Collected data:
=== Section Start ===

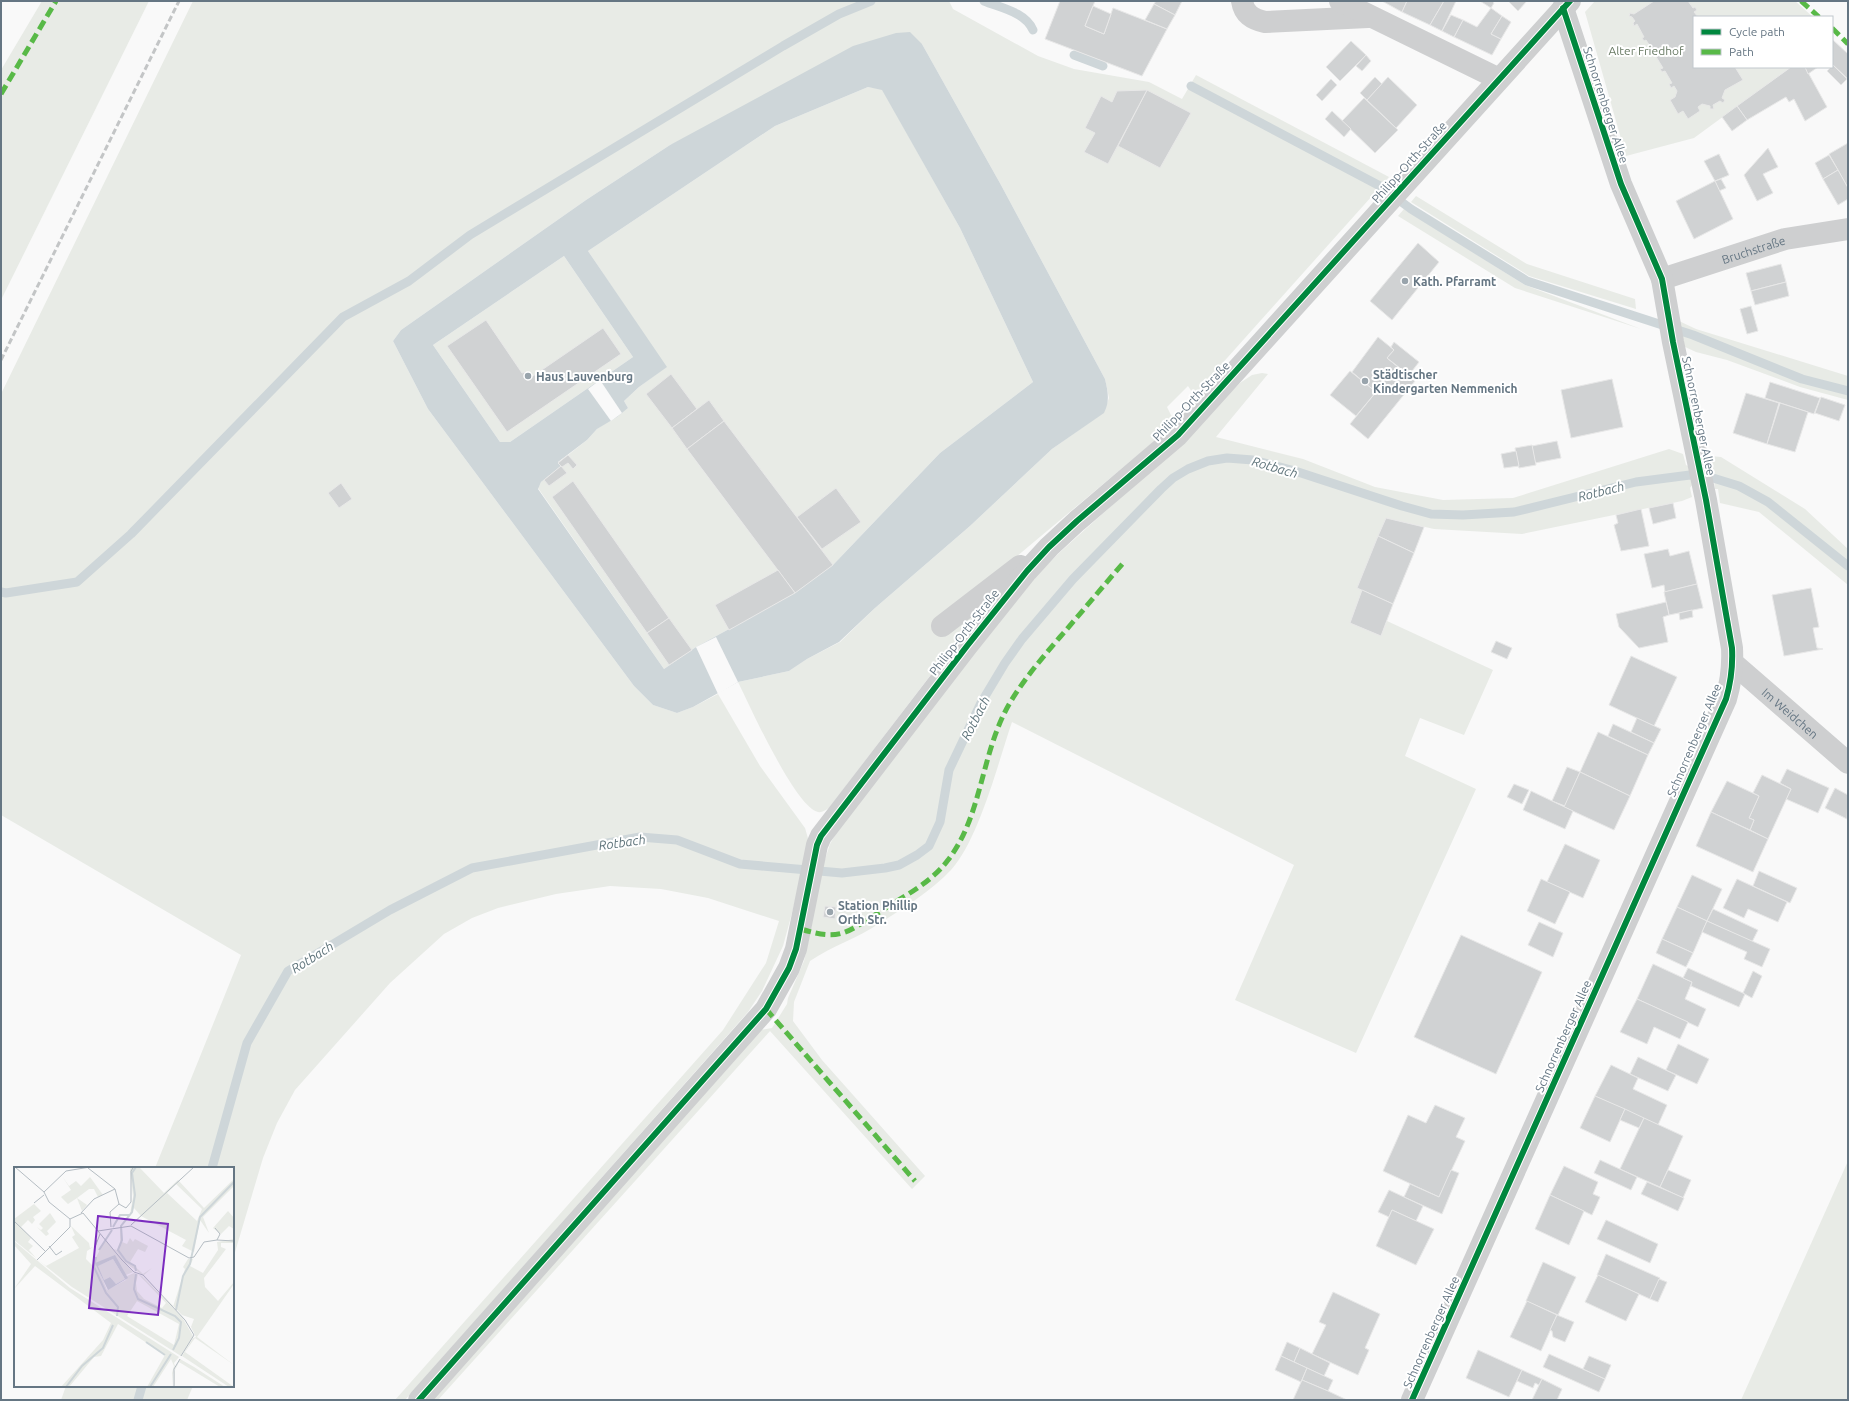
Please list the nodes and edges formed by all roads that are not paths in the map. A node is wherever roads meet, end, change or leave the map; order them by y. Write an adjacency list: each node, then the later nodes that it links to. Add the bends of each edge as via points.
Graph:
1 (1242, 1): 4 (street, via 1246,13 1257,21 1265,22)
2 (1340, 1): 4 (street)
3 (1566, 5): 5 (street, Philipp-Orth-Straße); 7 (street, Schnorrenberger Allee, via 1620,184)
4 (1373, 17): 5 (street)
5 (1499, 79): 8 (street, Philipp-Orth-Straße, via 1178,435)
6 (1848, 229): 7 (street, Bruchstraße, via 1785,239)
7 (1662, 279): 10 (street, Schnorrenberger Allee, via 1706,500)
8 (1077, 521): 9 (street); 12 (street, Philipp-Orth-Straße, via 1027,571 821,836 796,949 789,968 766,1009)
9 (942, 626)
10 (1733, 663): 11 (street, Im Weidchen); 13 (street, Schnorrenberger Allee, via 1732,681 1726,699)
11 (1848, 763)
12 (419, 1400)
13 (1412, 1400)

=== Section End ===

Problem requirements:
The entries must be repeated exactly. Leave the images out.

Result of this exercise:
Please list the nodes and edges formed by all roads that are not paths in the map. A node is wherever roads meet, end, change or leave the map; order them by y. Write an adjacency list: each node, then the later nodes that it links to. Add the bends of each edge as via points.
Graph:
1 (1242, 1): 4 (street, via 1246,13 1257,21 1265,22)
2 (1340, 1): 4 (street)
3 (1566, 5): 5 (street, Philipp-Orth-Straße); 7 (street, Schnorrenberger Allee, via 1620,184)
4 (1373, 17): 5 (street)
5 (1499, 79): 8 (street, Philipp-Orth-Straße, via 1178,435)
6 (1848, 229): 7 (street, Bruchstraße, via 1785,239)
7 (1662, 279): 10 (street, Schnorrenberger Allee, via 1706,500)
8 (1077, 521): 9 (street); 12 (street, Philipp-Orth-Straße, via 1027,571 821,836 796,949 789,968 766,1009)
9 (942, 626)
10 (1733, 663): 11 (street, Im Weidchen); 13 (street, Schnorrenberger Allee, via 1732,681 1726,699)
11 (1848, 763)
12 (419, 1400)
13 (1412, 1400)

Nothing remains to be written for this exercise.